### DIRECTIONS FOR THIS TASK
Nothing in the data should change when you return it, but leave the pictures out.

### RECORDED INFORMATION
++++++++++
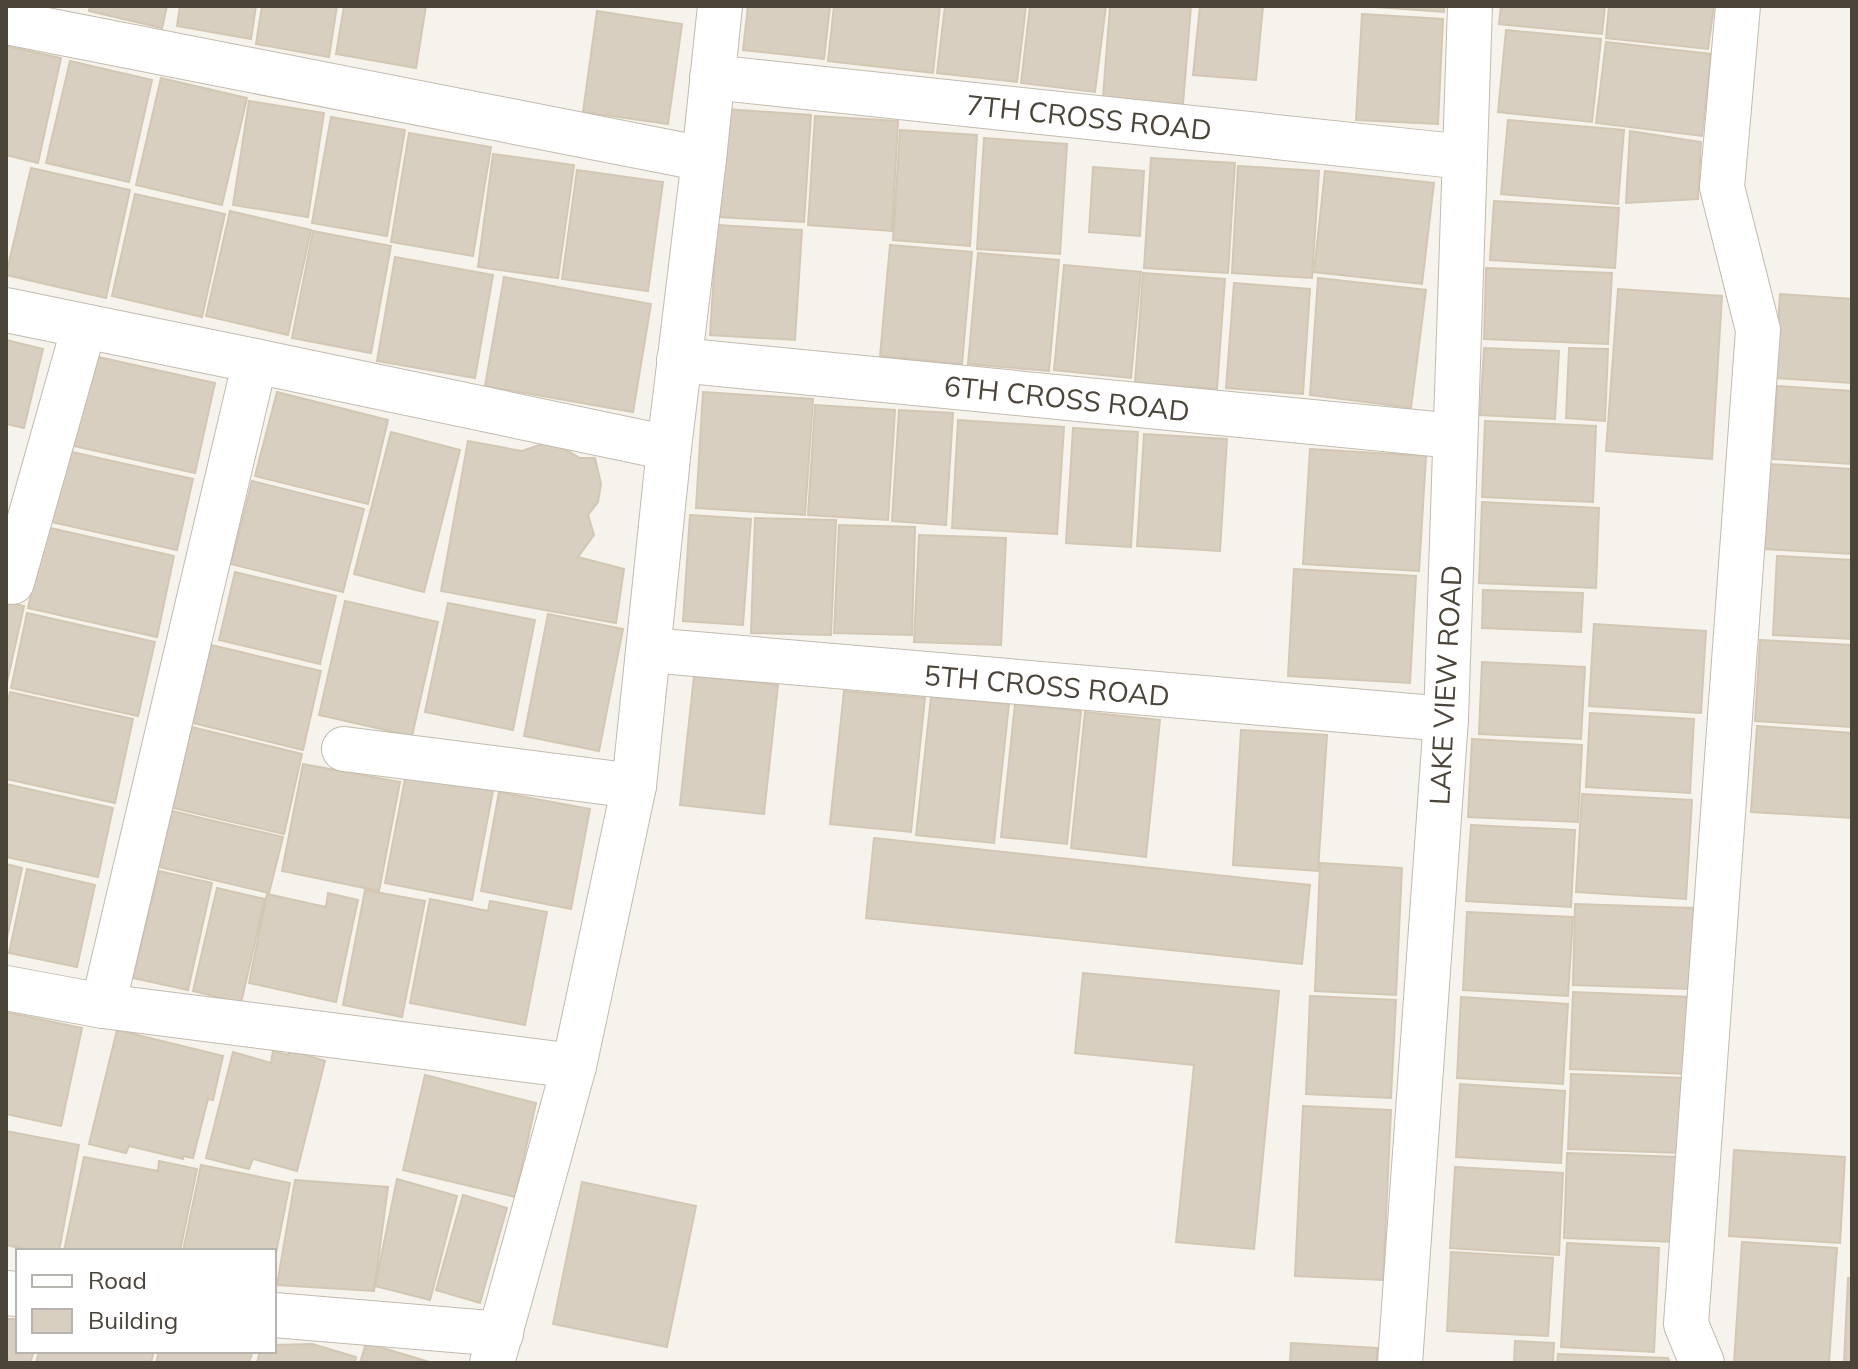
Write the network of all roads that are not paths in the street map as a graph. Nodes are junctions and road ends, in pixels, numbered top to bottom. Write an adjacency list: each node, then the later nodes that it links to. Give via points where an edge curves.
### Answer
1 (720, 6): 5 (street)
2 (1470, 6): 6 (street, LAKE VIEW ROAD)
3 (1738, 6): 25 (street, via 1722,187 1758,330 1686,1324)
4 (11, 23): 7 (street)
5 (712, 77): 6 (street, 7TH CROSS ROAD); 7 (street)
6 (1465, 157): 12 (street, LAKE VIEW ROAD)
7 (704, 159): 10 (street)
8 (6, 310): 9 (street)
9 (84, 327): 11 (street); 14 (street)
10 (679, 360): 12 (street, 6TH CROSS ROAD); 13 (street)
11 (255, 361): 13 (street); 20 (street)
12 (1455, 436): 16 (street, LAKE VIEW ROAD)
13 (669, 448): 15 (street)
14 (12, 582)
15 (649, 650): 16 (street, 5TH CROSS ROAD); 18 (street)
16 (1446, 719): 24 (street, LAKE VIEW ROAD)
17 (344, 749): 18 (street)
18 (634, 786): 21 (street)
19 (6, 988): 20 (street)
20 (103, 1006): 21 (street)
21 (574, 1066): 23 (street)
22 (276, 1315): 23 (street)
23 (497, 1348)
24 (1400, 1363)
25 (1702, 1363)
++++++++++
### WRITTEN ANSWER
Write the network of all roads that are not paths in the street map as a graph. Nodes are junctions and road ends, in pixels, numbered top to bottom. Write an adjacency list: each node, then the later nodes that it links to. Give via points where an edge curves.
### Answer
1 (720, 6): 5 (street)
2 (1470, 6): 6 (street, LAKE VIEW ROAD)
3 (1738, 6): 25 (street, via 1722,187 1758,330 1686,1324)
4 (11, 23): 7 (street)
5 (712, 77): 6 (street, 7TH CROSS ROAD); 7 (street)
6 (1465, 157): 12 (street, LAKE VIEW ROAD)
7 (704, 159): 10 (street)
8 (6, 310): 9 (street)
9 (84, 327): 11 (street); 14 (street)
10 (679, 360): 12 (street, 6TH CROSS ROAD); 13 (street)
11 (255, 361): 13 (street); 20 (street)
12 (1455, 436): 16 (street, LAKE VIEW ROAD)
13 (669, 448): 15 (street)
14 (12, 582)
15 (649, 650): 16 (street, 5TH CROSS ROAD); 18 (street)
16 (1446, 719): 24 (street, LAKE VIEW ROAD)
17 (344, 749): 18 (street)
18 (634, 786): 21 (street)
19 (6, 988): 20 (street)
20 (103, 1006): 21 (street)
21 (574, 1066): 23 (street)
22 (276, 1315): 23 (street)
23 (497, 1348)
24 (1400, 1363)
25 (1702, 1363)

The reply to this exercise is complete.